* [WHAT TO PRODUCE]
Copy each line below holding "dead".

Collection entries:
—————

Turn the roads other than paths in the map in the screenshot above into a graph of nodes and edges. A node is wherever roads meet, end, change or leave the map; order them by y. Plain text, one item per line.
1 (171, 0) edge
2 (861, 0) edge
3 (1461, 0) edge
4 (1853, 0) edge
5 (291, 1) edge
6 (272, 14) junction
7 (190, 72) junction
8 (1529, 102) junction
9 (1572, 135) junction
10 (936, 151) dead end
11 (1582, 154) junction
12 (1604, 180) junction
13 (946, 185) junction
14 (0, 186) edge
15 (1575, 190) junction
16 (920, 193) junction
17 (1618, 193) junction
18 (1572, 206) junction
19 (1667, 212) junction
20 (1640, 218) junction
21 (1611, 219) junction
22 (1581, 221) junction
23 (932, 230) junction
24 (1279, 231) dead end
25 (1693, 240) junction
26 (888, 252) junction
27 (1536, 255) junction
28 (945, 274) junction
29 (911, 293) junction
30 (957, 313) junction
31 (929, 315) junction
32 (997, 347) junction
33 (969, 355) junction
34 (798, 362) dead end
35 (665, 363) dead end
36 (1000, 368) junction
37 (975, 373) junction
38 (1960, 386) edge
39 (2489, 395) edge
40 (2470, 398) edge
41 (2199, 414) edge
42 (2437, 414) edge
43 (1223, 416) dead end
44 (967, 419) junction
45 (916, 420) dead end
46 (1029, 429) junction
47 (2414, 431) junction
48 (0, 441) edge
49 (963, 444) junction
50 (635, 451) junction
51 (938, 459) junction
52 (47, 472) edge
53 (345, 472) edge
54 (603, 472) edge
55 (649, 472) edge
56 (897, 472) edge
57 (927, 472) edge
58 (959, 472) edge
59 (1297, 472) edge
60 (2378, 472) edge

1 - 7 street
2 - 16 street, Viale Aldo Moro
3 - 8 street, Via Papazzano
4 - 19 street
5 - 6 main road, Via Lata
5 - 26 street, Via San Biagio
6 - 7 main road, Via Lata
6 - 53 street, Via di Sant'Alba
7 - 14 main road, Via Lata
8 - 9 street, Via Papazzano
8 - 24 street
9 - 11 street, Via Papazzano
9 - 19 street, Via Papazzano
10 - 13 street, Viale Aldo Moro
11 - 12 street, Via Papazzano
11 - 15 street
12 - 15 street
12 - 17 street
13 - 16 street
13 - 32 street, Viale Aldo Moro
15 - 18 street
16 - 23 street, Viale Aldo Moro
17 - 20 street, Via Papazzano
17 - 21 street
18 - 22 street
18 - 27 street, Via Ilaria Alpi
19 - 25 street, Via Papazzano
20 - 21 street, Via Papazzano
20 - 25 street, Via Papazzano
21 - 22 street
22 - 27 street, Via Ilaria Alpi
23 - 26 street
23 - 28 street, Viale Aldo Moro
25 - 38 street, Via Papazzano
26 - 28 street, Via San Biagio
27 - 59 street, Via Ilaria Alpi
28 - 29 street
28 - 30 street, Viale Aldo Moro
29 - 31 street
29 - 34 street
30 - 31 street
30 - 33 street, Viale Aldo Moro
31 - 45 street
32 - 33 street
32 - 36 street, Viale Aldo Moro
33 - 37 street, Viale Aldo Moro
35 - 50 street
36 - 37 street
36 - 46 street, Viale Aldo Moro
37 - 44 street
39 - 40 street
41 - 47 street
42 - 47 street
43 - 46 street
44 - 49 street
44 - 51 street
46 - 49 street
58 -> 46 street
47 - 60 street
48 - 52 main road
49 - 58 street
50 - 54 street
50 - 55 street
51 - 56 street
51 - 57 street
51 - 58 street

—————

* [RESPONSE BELOW]
10 (936, 151) dead end
24 (1279, 231) dead end
34 (798, 362) dead end
35 (665, 363) dead end
43 (1223, 416) dead end
45 (916, 420) dead end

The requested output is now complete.